The answer must consist of each line below that holds the word "dead", copied as it stands.

(Stored data entries)
· · · ·

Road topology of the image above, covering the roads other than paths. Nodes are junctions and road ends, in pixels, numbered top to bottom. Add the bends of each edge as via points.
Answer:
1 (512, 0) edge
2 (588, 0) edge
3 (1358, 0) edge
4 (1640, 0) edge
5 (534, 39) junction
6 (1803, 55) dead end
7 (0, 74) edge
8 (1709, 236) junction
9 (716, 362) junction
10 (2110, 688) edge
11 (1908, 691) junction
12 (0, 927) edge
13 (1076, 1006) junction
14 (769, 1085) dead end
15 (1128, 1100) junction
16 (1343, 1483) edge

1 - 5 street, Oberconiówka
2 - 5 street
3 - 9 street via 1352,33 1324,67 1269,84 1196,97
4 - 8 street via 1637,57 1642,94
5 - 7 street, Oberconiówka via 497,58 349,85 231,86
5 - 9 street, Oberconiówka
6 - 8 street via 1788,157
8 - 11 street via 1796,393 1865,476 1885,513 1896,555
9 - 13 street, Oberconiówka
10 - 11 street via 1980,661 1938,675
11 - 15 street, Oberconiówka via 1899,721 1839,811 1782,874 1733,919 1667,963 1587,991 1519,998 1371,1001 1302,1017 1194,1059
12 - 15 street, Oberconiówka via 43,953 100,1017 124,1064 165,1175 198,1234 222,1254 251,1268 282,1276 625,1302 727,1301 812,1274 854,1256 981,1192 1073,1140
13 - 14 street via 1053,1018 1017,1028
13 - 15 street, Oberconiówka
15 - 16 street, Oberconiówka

· · · ·

Response area -
6 (1803, 55) dead end
14 (769, 1085) dead end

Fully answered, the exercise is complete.